Листья лофиры — страница 51 из 52

Но зато днем, на Нигере… От шоссе до пляжа нужно пройти пешком метров триста. В дождливый сезон протока сливается с основным руслом и по лаве несется бурный поток. За многие века он изрезал, источил лаву, высверлил в ней крутящимися камнями гигантские котлы, беспорядочно наворотил груды из скальных обломков и отложил нежнейший, почти белый, песок у берега маленькой бухты, сотворив чудесный пляж.

Разуваясь, мы ставили босые ноги прямо в воду: белый песок обжигал ничуть не слабее, чем сухая глина на крыше мечети в Дженне. Зато вода — зеленоватая, ласковая — бережно принимала нас и не отпускала часами; вода не была приторно тепла, как в Конкуре, и не студила, как в наших реках даже в самую жаркую погоду…

В темно-зеленой глубине плавали рыбы — тонкие серебристые, с коричневыми полосками вдоль тела, и черные неуклюжие, с солидными гребнями на спинах; мы ныряли к ним в масках, и они подпускали совсем близко, а черные увальни даже разрешали себя погладить. Увальни вообще отличались невозмутимым характером: стоило минуту тихо посидеть на скале, как они уже подплывали к самым ногам и, выпячивая губы, принимались соскабливать водоросли с камней, к которым приросли голубые раковины, похожие на раскрытые цветы…

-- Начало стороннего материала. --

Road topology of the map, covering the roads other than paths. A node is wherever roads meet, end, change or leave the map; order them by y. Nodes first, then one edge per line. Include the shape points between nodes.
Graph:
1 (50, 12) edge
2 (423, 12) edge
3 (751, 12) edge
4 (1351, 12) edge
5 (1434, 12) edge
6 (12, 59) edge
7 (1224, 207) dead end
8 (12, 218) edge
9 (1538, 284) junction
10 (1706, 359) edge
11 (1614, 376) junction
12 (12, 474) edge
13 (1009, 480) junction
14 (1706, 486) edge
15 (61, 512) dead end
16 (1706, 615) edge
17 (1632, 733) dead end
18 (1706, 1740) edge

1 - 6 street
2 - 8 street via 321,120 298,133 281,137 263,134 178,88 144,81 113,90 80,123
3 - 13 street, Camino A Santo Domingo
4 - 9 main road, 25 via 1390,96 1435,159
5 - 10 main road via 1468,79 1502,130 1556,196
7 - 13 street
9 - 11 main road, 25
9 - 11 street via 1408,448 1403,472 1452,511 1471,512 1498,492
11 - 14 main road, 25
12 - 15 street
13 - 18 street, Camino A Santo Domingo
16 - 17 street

Так, любуясь забавными рыбинами, загорая, нежась в ласковой воде Нигера, мы проводили по два-три часа в перерывах между поездками и встречами.


«Мали продолжается…»

Так назван отчет о внеочередном конгрессе партии Суданский Союз, состоявшемся сразу же после развала федерации, 22 сентября 1960 года. Мали продолжается!..

Неподалеку от Бамако есть небольшой городок Кати. Мы ездили туда. И хотя, наверное, в любом уголке страны можно одновременно обнаружить признаки и нового и старого, Кати запомнился мне как городок, в котором социальные противоречия обнажены до предела. Центр Кати занят рынком — пестрым, красочным, шумным, очень похожим на рынки Киндии, Конакри, Канкана, Сен-Луи; на нем продается все, начиная от бус, бог весть когда завезенных в Африку предприимчивыми торгашами, кончая нейлоновыми тканями. Рынок — он как бы олицетворение извечного, традиционно африканского… А французские солдаты на рынке в Кати — это уже совсем другое, инородное, чуждое Африке… Про них, завоевателей, Юсуф Траоре сказал так:

— Может быть, для французов они и герои. Но для нас они преступники.

У французов действительно существует официальная «галерея суданских героев» — вероломных убийц, грабителей и насильников. Так, между прочим, их характеризуют прогрессивные французские историки. А теперь сама История выносит свой окончательный суд.

Один из центральных бульваров Бамако, носивший имя француза-колонизатора, малийцы переименовали в бульвар Патриса Лумумбы. У памятника жертвам колониализма президент Мали Модибо Кейта возложил венок из живых цветов в память о конголезском герое и мученике… А памятники титулованным бандитам сбрасываются в Мали, как и в Гвинее, с пьедесталов.

Федерация Мали заключила ряд соглашений с Францией, которыми, в частности, предусматривалось размещение четырех военных баз на территории Судана с общей численностью гарнизонов до тысячи двухсот человек. После развала федерации Республика Мали не признала заключенных ранее соглашений и потребовала, чтобы французские войска покинули пределы страны.

Показывая нам городок, Секу Сако вдруг резко затормозил.

— Хотите познакомиться с мэром Кати?.. Вот он, на тракторе.

Маленький, с навесным бульдозером трактор, поднимая тучи пыли, с разгона налетал на ветхие глиняные хижины, сметая их со своего пути. Управлял трактором молодой человек в комбинезоне — он же мэр Кати, депутат парламента… На расчищенной полосе малийцы уже складывали стены новых домов из саманного кирпича.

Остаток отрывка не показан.